++++ GIVEN RECORDS

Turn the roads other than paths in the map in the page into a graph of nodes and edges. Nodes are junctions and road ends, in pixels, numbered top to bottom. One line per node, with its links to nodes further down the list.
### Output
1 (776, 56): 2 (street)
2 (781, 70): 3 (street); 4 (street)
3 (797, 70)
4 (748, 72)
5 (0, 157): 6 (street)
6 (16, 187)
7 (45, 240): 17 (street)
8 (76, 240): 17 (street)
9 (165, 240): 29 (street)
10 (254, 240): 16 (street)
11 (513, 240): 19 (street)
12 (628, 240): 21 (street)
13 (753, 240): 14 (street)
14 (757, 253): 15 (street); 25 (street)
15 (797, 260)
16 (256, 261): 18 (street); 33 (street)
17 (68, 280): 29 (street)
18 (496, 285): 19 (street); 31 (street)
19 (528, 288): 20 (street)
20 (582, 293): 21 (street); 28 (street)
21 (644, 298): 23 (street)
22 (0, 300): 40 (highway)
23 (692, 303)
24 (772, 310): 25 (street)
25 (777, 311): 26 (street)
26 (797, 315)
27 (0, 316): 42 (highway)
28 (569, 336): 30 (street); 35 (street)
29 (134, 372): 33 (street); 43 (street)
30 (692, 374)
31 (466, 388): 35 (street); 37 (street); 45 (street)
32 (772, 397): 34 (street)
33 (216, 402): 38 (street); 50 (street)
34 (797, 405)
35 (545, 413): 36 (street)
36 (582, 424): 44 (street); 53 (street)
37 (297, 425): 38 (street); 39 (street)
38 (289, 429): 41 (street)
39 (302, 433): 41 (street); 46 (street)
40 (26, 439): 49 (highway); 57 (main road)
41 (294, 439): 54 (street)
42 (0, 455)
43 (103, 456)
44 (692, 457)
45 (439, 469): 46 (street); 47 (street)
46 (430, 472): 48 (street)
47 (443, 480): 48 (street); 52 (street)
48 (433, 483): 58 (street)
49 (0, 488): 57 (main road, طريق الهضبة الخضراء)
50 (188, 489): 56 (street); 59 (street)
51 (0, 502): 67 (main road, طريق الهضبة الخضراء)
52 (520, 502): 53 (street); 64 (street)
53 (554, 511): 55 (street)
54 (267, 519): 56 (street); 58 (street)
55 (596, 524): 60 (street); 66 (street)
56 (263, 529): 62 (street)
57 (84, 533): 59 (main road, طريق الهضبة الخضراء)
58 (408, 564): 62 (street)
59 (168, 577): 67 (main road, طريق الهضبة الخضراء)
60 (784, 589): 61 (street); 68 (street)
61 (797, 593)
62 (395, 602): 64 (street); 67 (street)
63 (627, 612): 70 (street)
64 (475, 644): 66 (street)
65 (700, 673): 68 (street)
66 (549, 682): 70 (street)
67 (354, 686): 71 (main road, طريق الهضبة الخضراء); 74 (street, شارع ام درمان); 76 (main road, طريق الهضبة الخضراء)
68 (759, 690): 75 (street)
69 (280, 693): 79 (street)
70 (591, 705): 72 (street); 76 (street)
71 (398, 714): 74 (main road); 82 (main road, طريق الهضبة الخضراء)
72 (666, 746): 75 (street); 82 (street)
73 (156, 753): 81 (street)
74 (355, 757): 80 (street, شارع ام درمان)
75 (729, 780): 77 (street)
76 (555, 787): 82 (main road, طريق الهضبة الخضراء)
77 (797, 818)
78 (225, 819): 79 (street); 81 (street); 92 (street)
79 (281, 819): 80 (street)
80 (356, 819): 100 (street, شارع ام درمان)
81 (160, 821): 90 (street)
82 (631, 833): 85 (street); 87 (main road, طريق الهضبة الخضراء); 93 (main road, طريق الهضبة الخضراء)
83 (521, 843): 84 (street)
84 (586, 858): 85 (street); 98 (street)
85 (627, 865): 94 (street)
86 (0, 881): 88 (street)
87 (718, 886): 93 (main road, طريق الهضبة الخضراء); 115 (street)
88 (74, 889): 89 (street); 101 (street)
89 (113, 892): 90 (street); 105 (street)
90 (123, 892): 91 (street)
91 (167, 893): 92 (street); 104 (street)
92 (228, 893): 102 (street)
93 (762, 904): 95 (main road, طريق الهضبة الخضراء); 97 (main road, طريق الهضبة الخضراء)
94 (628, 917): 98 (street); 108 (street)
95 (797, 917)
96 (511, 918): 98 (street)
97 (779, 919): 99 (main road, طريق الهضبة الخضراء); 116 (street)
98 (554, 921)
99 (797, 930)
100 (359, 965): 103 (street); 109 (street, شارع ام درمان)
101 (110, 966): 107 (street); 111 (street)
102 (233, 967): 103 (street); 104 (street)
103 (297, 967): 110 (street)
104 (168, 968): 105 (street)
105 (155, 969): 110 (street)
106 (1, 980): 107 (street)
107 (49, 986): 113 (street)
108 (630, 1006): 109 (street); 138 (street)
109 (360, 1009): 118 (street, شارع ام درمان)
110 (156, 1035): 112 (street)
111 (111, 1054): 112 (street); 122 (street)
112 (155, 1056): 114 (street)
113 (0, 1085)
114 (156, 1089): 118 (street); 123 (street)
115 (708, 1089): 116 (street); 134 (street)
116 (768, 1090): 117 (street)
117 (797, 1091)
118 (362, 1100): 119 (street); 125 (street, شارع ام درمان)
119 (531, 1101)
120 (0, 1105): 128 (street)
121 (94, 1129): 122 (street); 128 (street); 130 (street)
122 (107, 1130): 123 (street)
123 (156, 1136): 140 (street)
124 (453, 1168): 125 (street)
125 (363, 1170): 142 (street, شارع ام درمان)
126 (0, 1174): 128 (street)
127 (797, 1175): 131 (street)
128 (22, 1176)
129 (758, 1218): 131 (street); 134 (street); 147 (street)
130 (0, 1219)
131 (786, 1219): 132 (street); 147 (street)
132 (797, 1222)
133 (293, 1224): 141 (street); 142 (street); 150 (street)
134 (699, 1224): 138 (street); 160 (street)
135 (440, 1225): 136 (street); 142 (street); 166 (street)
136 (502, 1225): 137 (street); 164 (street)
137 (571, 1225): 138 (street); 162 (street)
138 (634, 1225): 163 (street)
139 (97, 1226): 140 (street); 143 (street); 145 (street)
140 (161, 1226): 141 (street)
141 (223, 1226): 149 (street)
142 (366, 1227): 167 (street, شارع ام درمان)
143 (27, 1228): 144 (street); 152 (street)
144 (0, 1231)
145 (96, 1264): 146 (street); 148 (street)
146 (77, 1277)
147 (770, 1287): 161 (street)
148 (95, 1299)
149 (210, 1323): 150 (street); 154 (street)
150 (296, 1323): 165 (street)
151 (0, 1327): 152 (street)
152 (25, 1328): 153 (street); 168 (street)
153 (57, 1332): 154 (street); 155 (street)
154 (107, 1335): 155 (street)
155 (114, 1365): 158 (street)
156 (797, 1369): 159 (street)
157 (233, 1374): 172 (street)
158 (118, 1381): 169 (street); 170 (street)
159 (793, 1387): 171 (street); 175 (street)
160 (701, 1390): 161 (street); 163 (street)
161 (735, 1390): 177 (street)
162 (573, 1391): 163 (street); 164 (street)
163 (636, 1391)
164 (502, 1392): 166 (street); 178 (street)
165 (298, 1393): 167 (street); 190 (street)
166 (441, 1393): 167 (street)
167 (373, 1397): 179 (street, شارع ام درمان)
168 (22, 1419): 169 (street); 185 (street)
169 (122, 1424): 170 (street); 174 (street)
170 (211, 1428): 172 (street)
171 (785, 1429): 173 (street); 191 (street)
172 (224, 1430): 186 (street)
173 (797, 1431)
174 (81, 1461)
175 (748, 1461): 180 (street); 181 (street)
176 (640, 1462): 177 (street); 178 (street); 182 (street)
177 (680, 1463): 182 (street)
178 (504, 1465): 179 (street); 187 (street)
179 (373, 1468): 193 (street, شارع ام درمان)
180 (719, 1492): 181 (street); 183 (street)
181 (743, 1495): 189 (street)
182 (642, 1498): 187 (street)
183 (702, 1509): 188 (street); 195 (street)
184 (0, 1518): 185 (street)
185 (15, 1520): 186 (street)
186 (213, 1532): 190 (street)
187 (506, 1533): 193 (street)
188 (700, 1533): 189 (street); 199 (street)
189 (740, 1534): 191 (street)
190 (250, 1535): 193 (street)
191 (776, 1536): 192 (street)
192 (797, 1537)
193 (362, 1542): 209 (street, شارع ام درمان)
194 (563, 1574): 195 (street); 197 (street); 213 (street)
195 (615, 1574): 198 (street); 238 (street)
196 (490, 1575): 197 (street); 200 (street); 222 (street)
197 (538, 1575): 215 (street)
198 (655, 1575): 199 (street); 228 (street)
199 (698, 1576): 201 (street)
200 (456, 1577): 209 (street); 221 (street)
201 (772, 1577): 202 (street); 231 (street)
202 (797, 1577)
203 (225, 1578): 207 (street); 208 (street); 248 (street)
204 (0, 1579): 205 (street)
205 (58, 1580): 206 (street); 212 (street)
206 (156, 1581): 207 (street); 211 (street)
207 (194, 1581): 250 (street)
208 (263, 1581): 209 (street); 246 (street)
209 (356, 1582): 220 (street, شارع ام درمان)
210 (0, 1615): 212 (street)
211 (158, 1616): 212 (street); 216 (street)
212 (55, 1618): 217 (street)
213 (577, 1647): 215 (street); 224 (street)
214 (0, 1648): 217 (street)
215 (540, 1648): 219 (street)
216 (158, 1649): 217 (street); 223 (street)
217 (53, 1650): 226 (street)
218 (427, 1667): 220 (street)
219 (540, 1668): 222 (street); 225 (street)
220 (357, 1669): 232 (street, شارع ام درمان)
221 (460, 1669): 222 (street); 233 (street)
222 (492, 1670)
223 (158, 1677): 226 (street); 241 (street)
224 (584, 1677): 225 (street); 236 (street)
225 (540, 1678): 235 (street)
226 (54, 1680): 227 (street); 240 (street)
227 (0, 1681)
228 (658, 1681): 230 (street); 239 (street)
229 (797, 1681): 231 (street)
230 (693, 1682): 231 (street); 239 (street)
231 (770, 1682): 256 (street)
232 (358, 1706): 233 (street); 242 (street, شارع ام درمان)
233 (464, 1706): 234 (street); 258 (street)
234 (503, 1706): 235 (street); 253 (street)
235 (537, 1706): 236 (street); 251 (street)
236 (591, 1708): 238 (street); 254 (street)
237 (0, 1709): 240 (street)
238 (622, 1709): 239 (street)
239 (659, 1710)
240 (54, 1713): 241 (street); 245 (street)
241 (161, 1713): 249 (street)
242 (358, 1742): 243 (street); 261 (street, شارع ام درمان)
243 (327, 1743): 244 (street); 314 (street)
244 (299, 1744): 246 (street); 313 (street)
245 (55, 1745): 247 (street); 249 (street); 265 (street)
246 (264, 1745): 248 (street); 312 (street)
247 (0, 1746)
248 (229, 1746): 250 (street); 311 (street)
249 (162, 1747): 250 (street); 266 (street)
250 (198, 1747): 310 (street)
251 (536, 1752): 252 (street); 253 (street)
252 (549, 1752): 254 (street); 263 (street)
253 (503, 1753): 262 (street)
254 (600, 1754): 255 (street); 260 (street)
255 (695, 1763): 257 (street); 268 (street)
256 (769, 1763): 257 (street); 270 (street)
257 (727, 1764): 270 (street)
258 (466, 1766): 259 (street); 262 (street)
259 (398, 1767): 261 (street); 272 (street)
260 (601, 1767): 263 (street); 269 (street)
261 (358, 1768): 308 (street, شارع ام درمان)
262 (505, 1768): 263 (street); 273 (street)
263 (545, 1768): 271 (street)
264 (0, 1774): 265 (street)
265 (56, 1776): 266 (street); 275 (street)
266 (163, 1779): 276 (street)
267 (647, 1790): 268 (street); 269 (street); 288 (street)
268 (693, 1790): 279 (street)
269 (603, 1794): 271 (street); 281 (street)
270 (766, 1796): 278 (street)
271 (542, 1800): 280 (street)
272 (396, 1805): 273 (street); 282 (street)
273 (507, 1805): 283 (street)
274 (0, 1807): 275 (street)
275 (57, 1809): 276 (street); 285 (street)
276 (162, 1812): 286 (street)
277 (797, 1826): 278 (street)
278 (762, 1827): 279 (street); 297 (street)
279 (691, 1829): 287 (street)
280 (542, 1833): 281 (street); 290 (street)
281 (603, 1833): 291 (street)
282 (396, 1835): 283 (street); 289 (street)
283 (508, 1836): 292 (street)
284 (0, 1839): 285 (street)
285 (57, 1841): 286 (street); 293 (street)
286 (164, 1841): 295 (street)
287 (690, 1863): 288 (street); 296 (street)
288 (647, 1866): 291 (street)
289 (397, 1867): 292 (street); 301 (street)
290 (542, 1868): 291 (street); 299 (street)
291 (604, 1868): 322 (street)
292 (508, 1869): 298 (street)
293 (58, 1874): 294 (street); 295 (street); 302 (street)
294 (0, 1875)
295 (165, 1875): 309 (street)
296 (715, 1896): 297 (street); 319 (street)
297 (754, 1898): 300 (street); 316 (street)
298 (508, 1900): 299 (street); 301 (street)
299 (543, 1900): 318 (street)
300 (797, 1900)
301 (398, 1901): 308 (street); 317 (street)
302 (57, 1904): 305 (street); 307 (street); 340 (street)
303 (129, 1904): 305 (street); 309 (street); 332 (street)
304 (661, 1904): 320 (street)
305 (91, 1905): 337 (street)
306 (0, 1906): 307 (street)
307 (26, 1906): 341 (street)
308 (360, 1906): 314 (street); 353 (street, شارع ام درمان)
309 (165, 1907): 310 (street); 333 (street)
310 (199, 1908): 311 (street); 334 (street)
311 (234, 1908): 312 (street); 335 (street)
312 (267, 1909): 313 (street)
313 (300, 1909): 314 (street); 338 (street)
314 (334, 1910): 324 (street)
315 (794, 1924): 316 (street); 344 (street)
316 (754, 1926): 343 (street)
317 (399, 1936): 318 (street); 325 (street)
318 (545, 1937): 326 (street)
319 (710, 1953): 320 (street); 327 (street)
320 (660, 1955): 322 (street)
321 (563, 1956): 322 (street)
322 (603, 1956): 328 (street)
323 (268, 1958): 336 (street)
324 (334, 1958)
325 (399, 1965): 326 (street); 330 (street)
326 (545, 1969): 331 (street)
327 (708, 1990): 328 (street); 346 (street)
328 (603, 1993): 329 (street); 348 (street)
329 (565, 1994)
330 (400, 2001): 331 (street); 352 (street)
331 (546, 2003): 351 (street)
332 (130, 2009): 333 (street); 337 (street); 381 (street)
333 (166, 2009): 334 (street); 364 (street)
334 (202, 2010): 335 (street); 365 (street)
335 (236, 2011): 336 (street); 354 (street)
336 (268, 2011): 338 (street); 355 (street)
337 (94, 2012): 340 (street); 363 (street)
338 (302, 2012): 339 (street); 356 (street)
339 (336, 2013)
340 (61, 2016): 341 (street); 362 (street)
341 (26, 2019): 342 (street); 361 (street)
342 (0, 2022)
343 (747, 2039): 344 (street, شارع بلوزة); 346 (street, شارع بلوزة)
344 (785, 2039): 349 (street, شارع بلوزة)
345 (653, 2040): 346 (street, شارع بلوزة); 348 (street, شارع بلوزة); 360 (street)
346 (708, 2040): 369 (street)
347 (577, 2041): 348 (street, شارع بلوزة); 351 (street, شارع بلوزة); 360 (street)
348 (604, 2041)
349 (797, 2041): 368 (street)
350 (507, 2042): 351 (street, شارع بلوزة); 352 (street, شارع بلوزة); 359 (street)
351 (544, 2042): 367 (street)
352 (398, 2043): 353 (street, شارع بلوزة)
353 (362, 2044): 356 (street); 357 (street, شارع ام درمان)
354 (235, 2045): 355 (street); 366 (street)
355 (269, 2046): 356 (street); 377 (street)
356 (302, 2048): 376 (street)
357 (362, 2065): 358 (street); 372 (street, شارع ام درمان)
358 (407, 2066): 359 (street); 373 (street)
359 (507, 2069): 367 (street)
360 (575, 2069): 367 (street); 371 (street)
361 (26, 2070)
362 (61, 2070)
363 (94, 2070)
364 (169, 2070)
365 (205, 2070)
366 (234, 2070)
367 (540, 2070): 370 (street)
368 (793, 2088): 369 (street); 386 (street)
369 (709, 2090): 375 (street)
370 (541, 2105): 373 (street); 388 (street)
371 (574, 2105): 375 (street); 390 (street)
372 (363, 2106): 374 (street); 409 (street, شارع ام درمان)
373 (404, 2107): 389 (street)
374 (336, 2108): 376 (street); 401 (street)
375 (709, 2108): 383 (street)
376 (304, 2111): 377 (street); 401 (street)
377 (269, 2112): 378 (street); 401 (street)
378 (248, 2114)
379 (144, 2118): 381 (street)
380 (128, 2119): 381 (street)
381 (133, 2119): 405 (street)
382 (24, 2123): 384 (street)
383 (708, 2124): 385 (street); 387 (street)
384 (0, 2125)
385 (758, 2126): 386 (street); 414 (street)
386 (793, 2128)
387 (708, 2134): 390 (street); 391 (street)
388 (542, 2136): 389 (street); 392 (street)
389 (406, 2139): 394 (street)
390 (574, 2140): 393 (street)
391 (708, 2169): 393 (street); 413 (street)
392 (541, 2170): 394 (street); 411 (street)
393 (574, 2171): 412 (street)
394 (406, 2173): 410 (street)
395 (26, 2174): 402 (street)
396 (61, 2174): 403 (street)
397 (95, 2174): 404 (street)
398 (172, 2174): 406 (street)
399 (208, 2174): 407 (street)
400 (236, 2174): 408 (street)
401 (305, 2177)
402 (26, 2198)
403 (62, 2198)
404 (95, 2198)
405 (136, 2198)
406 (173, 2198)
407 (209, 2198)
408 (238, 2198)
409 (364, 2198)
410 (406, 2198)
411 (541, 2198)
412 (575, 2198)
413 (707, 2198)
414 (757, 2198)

++++++++

» YOUR OBJECTIVE
Scan the preceding records line by line, and state how many lines contain "highway". Nothing else belongs in the answer.

» WRITTEN ANSWER
3